I came to a conclusion this weekend. Shayne and I were at a friend's wedding (In Malibu. At the Sunset Restaurant. Picture above, and if I hadn't taken it with my iPhone, you might actually be able to tell how gorgeous it really was.) and we were sitting in our chairs on the beach waiting for the ceremony to start, chatting with another friend about her upcoming wedding, and I realized that I am literally never going to get over the excitement of being engaged.
I know we've had a fairly quick engagement (just about five months by the time it's all said and done), and it's been jam-packed with wedding decisions and the work of beginning to consolidate our lives (aka convincing Shayne that the Teenage Mutant Ninja Turtle bowls that his landlord left in a kitchen cupboard, along with several other less desirable items, don't really need to be part of our kitchen. Especially if space constraints force us to choose between our wineglasses and the aforementioned shell-shaped dishware.), but it's been so utterly thrilling, every step of the way.
I mean, I get to wake up every morning knowing that I'm going to marry my best friend. That I get to spend the rest of my life with him, climbing mountains and building forts (no joke) and having wine nights where we do our best to pretend that we're true connoisseurs. And, you know, pay bills and all that stuff too. We're almost to the end of this engagement period where all we're doing is working through the potential of not only our wedding and our time to celebrate with our family and friends, but also the potential of our marriage relationship, and even with the emotional ups and downs that planning this wedding has brought, we seem to only get better at loving each other every day.

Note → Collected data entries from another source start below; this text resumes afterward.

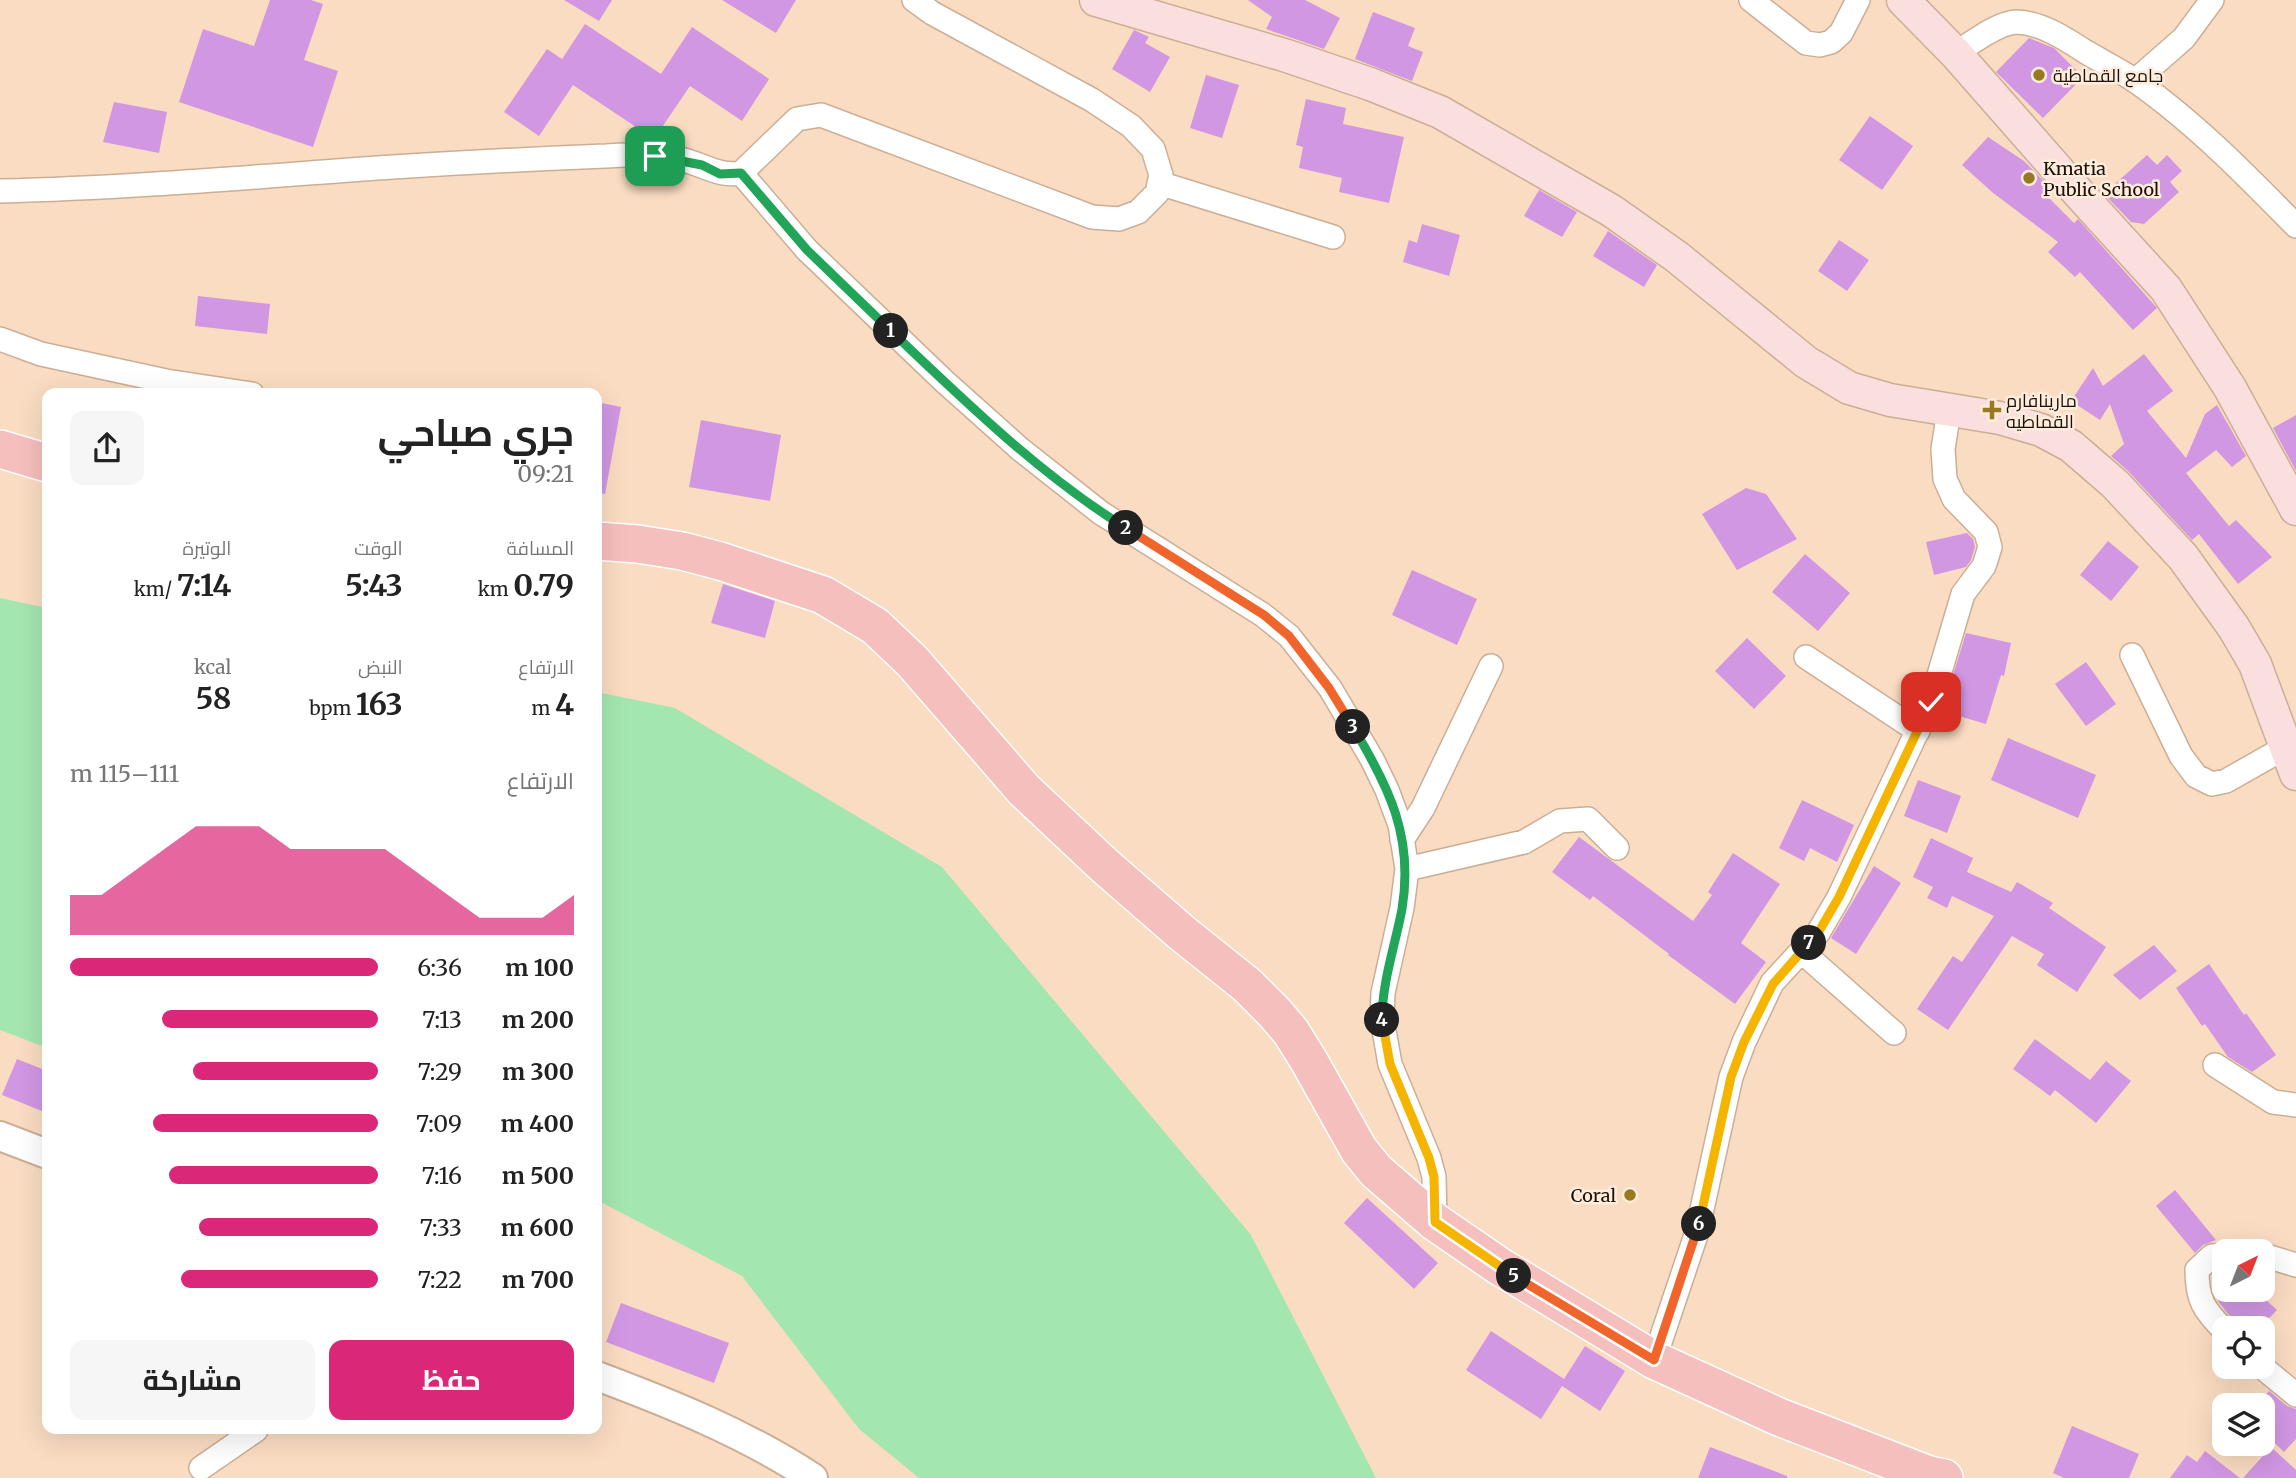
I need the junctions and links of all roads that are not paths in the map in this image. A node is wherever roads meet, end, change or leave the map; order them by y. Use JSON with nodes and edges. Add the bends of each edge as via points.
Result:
{"nodes":[{"id":1,"x":914,"y":0,"type":"edge"},
{"id":2,"x":1096,"y":0,"type":"edge"},
{"id":3,"x":1751,"y":0,"type":"edge"},
{"id":4,"x":1858,"y":0,"type":"edge"},
{"id":5,"x":1903,"y":0,"type":"edge"},
{"id":6,"x":2212,"y":0,"type":"edge"},
{"id":7,"x":1956,"y":54,"type":"junction"},
{"id":8,"x":2136,"y":81,"type":"junction"},
{"id":9,"x":741,"y":173,"type":"junction"},
{"id":10,"x":1159,"y":183,"type":"junction"},
{"id":11,"x":0,"y":191,"type":"edge"},
{"id":12,"x":2296,"y":226,"type":"edge"},
{"id":13,"x":1333,"y":237,"type":"dead end"},
{"id":14,"x":0,"y":339,"type":"edge"},
{"id":15,"x":212,"y":388,"type":"edge"},
{"id":16,"x":1949,"y":411,"type":"junction"},
{"id":17,"x":0,"y":449,"type":"edge"},
{"id":18,"x":42,"y":462,"type":"edge"},
{"id":19,"x":2296,"y":509,"type":"edge"},
{"id":20,"x":602,"y":541,"type":"edge"},
{"id":21,"x":2132,"y":655,"type":"dead end"},
{"id":22,"x":1806,"y":657,"type":"dead end"},
{"id":23,"x":1490,"y":666,"type":"dead end"},
{"id":24,"x":1918,"y":731,"type":"junction"},
{"id":25,"x":2291,"y":760,"type":"edge"},
{"id":26,"x":1402,"y":840,"type":"junction"},
{"id":27,"x":1617,"y":848,"type":"dead end"},
{"id":28,"x":1407,"y":869,"type":"junction"},
{"id":29,"x":1801,"y":951,"type":"junction"},
{"id":30,"x":1894,"y":1033,"type":"dead end"},
{"id":31,"x":2215,"y":1065,"type":"dead end"},
{"id":32,"x":2296,"y":1105,"type":"edge"},
{"id":33,"x":0,"y":1136,"type":"edge"},
{"id":34,"x":42,"y":1152,"type":"edge"},
{"id":35,"x":1435,"y":1222,"type":"junction"},
{"id":36,"x":2212,"y":1256,"type":"edge"},
{"id":37,"x":2275,"y":1259,"type":"edge"},
{"id":38,"x":2296,"y":1265,"type":"edge"},
{"id":39,"x":2212,"y":1316,"type":"edge"},
{"id":40,"x":1654,"y":1360,"type":"junction"},
{"id":41,"x":602,"y":1378,"type":"edge"},
{"id":42,"x":2275,"y":1378,"type":"edge"},
{"id":43,"x":2296,"y":1395,"type":"edge"},
{"id":44,"x":250,"y":1434,"type":"edge"},
{"id":45,"x":201,"y":1468,"type":"dead end"},
{"id":46,"x":1933,"y":1477,"type":"edge"},
{"id":47,"x":813,"y":1478,"type":"edge"}],
"edges":[{"from":1,"to":10,"type":"street","via":[[1131,126],[1153,149]]},
{"from":2,"to":16,"type":"main road","via":[[1284,55],[1440,112],[1612,211],[1677,257],[1806,362],[1849,388]]},
{"from":3,"to":4,"type":"street","via":[[1806,43],[1820,45],[1841,33]]},
{"from":5,"to":7,"type":"main road"},
{"from":6,"to":8,"type":"street","via":[[2184,38]]},
{"from":7,"to":8,"type":"street","via":[[2015,22],[2035,25],[2065,39]]},
{"from":7,"to":19,"type":"main road","via":[[2166,289],[2230,388]]},
{"from":8,"to":12,"type":"street","via":[[2178,114]]},
{"from":9,"to":10,"type":"street","via":[[797,119],[821,115],[1092,217],[1119,219],[1138,212],[1157,193]]},
{"from":9,"to":11,"type":"street","via":[[720,174],[680,159],[618,155]]},
{"from":9,"to":26,"type":"street","via":[[807,250],[1020,449],[1101,513],[1264,615],[1289,636],[1329,688],[1372,759]]},
{"from":10,"to":13,"type":"street"},
{"from":14,"to":15,"type":"street","via":[[54,357]]},
{"from":16,"to":24,"type":"street","via":[[1943,449],[1945,479],[1954,499],[1986,532],[1990,547],[1984,566],[1963,594]]},
{"from":16,"to":25,"type":"main road","via":[[2041,430],[2071,446],[2115,484],[2183,557],[2234,628],[2255,664]]},
{"from":17,"to":18,"type":"main road"},
{"from":20,"to":35,"type":"main road","via":[[682,551],[720,562],[823,595],[875,626],[931,681],[1024,790],[1275,1013],[1359,1150],[1376,1171]]},
{"from":21,"to":25,"type":"street","via":[[2196,776],[2212,784]]},
{"from":22,"to":24,"type":"street"},
{"from":23,"to":26,"type":"street","via":[[1423,808]]},
{"from":24,"to":29,"type":"street","via":[[1839,897],[1818,933]]},
{"from":26,"to":28,"type":"street"},
{"from":27,"to":28,"type":"street","via":[[1588,819],[1560,821],[1524,842]]},
{"from":28,"to":35,"type":"street","via":[[1382,1019],[1390,1064],[1434,1177]]},
{"from":29,"to":30,"type":"street"},
{"from":29,"to":40,"type":"street","via":[[1773,984],[1731,1077],[1697,1231]]},
{"from":31,"to":32,"type":"street","via":[[2273,1102]]},
{"from":33,"to":34,"type":"street"},
{"from":35,"to":40,"type":"main road"},
{"from":36,"to":39,"type":"street","via":[[2197,1270],[2197,1292]]},
{"from":37,"to":38,"type":"street"},
{"from":40,"to":46,"type":"main road","via":[[1767,1412]]},
{"from":41,"to":47,"type":"street","via":[[704,1418]]},
{"from":42,"to":43,"type":"street"},
{"from":44,"to":45,"type":"street"}]}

It helps that I don't think I've ever been so completely excited about anything in my life. This is such a unique stretch of time. It really is, between all the wedding coordinating meetings and managing of spreadsheets and R.S.V.P. lists, an incredible opportunity to seriously think about the things that we value in our relationships, and where we're going to get to see them grow and develop. And, being currently engaged, I'm reminded of those things every time I look at my ring, or every time I get to say the word fiancé or make (yet another) ceremony decision.
Plus, I've always been a "happily ever after" kind of kid, and right now I can almost touch mine. What on earth could be more exciting than that?